The majority of clinical lab customers are patients with diseases and the purpose of the testing is to evaluate their status. Another component of the lab client base is wellness testing and disease surveillance. A third component that is now emerging is what I will refer to here as fitness monitoring (see: Quest’s Blueprint Lets Athletes Look Deeper Into Their Performances). Below is an excerpt from an article about this topic:
...[Richard Schwabacher] runs Quest Diagnostics’ Sports and Human Performance unit, the medical testing giant’s effort to take a product directly to consumers. Not just any consumers, but endurance athletes willing to spend a lot of money to enhance their performance....Training for and participating in an Ironman [competition] isn’t for the frugal[...;] it can run up to $15,000 a year....Quest is in the early stages of bringing a diagnostic tool called Blueprint for Athletes to those free-spenders.
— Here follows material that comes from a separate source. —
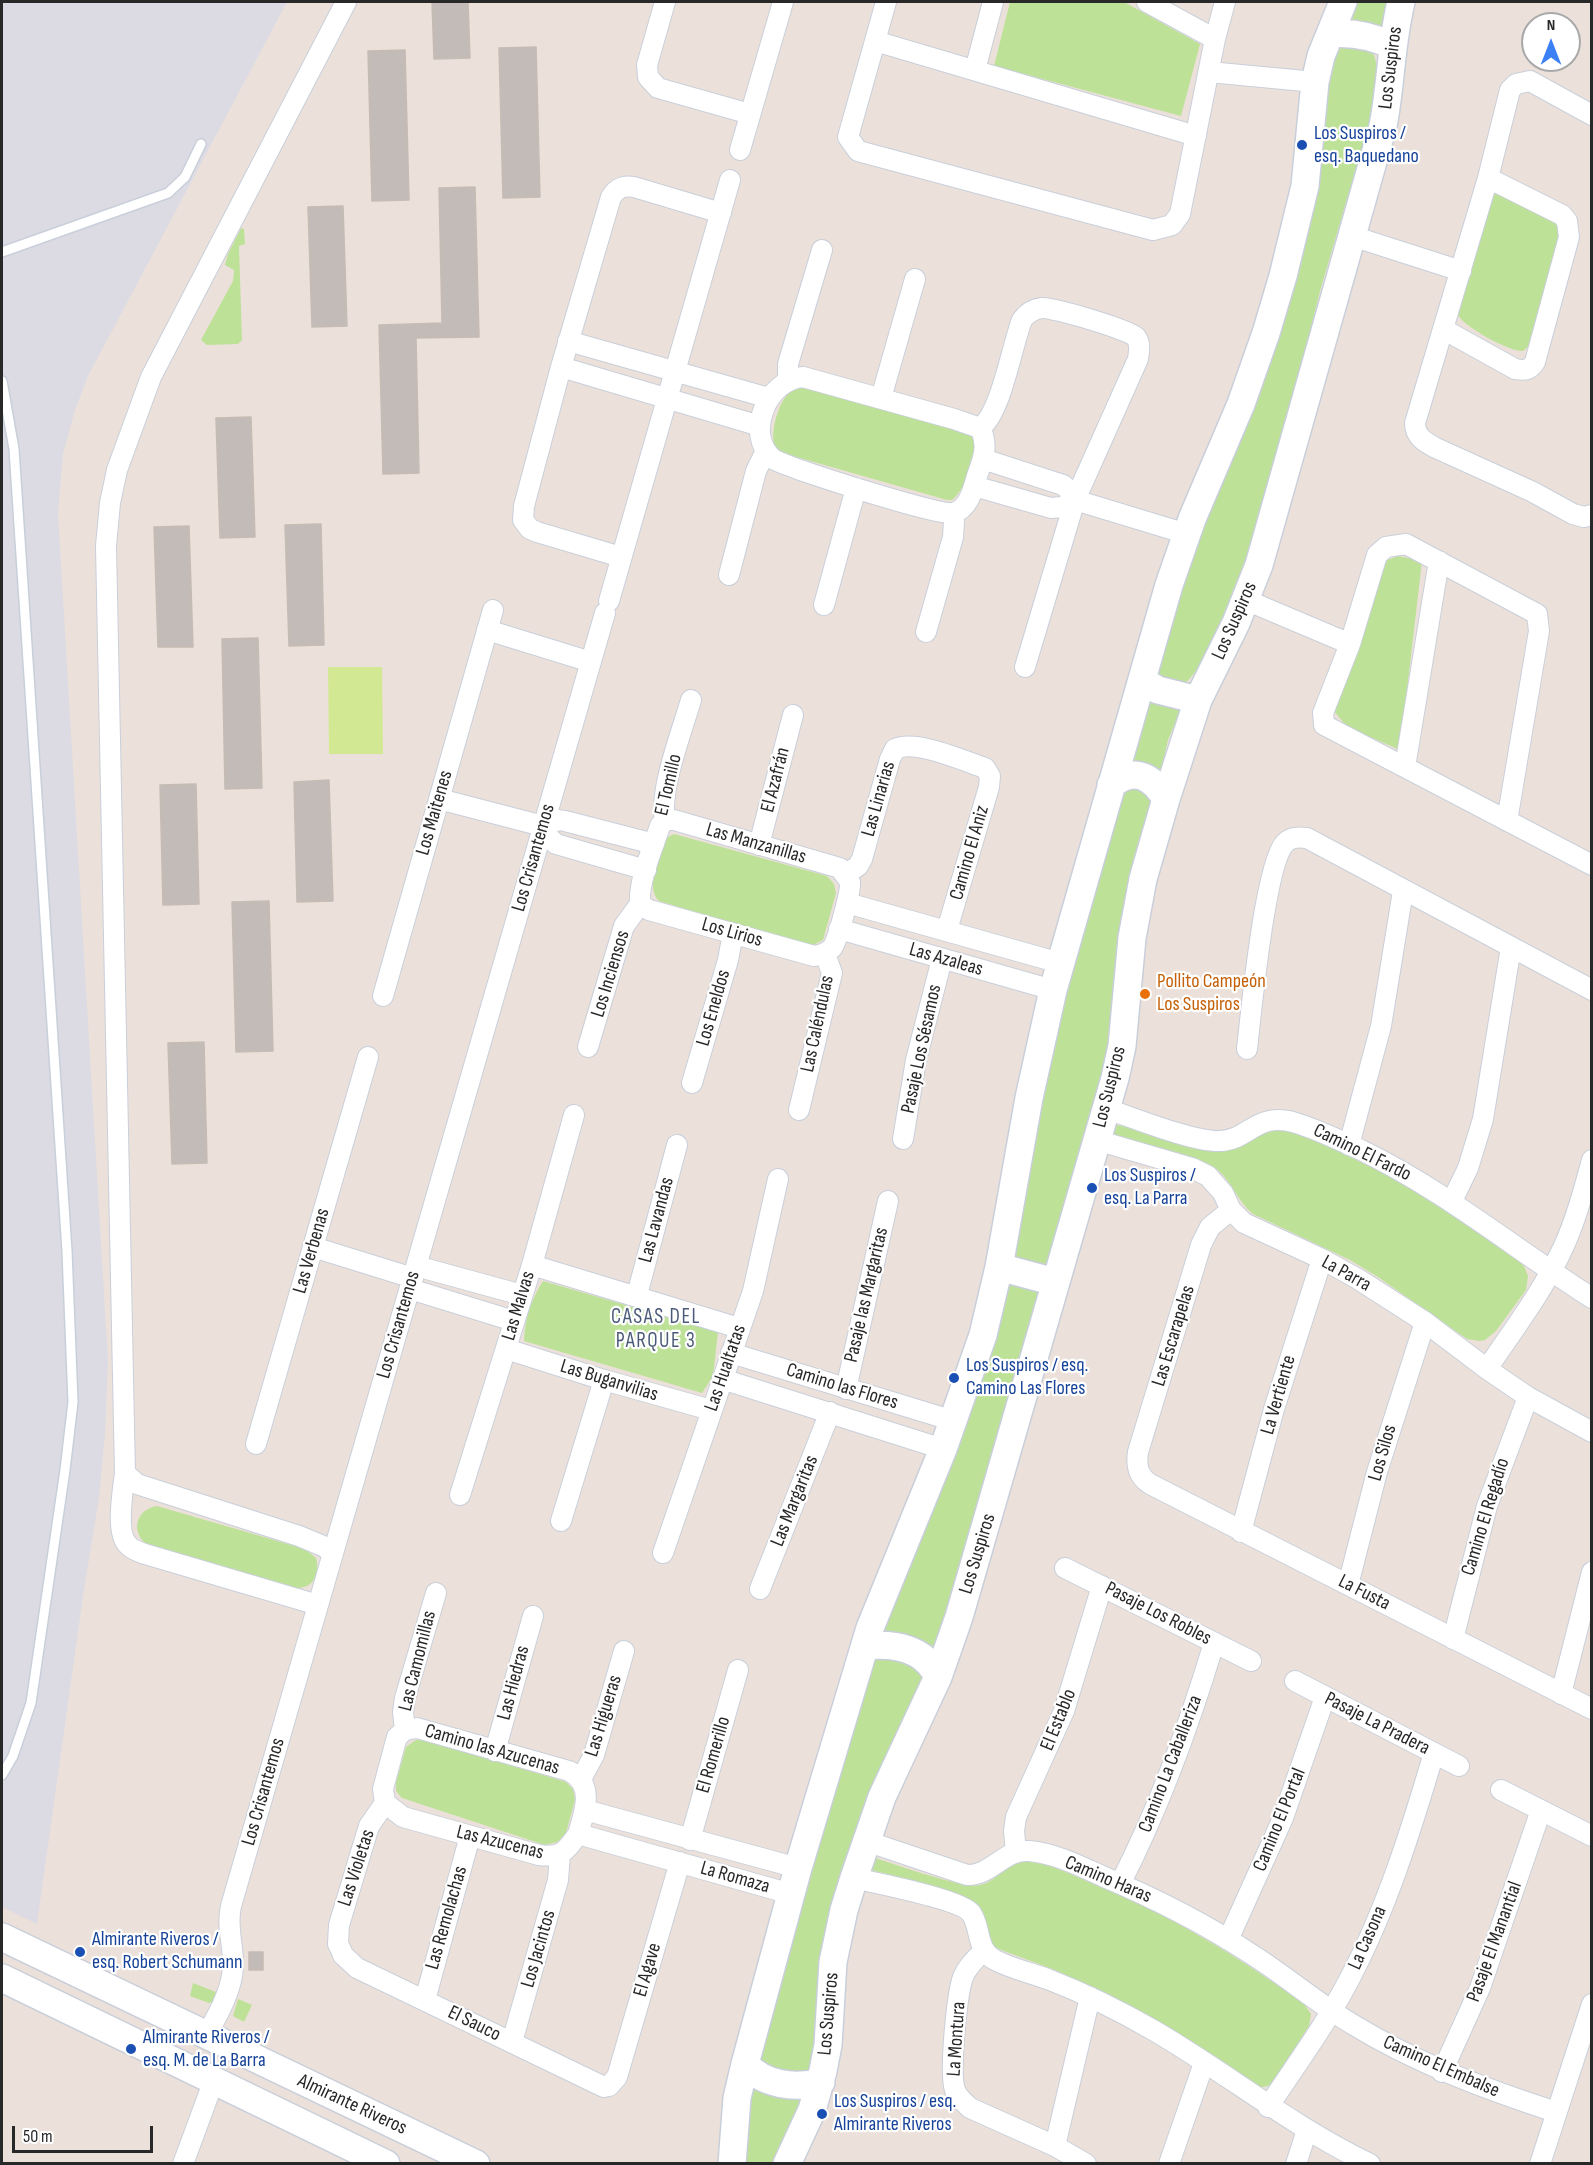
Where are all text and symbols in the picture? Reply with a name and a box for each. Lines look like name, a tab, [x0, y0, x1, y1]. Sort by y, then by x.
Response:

It’s recruited what it calls ambassadors—a couple dozen hard-core weekend warriors who regularly win or place in triathlons and ultramarathons—to test the product. It’s also rolled Blueprint out to consumers in endurance athlete havens including Houston, Denver, and Quest’s home base in northern New Jersey. Blueprint was born in part from an effort with the New York Giants football team, for which Quest became a sponsor in 2013....Quest and the [New York Giants] team doctors would analyze dozens of biomarkers...and offer specific advice. The results, Schwabacher says, were powerful as the athletes saw how they could change behavior and quickly improve their performance on the field by altering their workouts or diets.....Quest started honing Blueprint for serious amateur athletes as a way to help its overall business grow.....On Blueprint’s website, athletes can choose test packages designed to boost endurance, recovery, or nutrition. A clinician at a Quest location draws several vials of blood that are then analyzed. After a baseline test at the start of training, an athlete can come for follow-ups. Some get tested monthly; others check in quarterly. Test results are reviewed by a physician, who will flag anything he or she deems critical. The athlete ultimately gets a report that can be dozens of pages long, with details on everything from vitamin D to platelet count.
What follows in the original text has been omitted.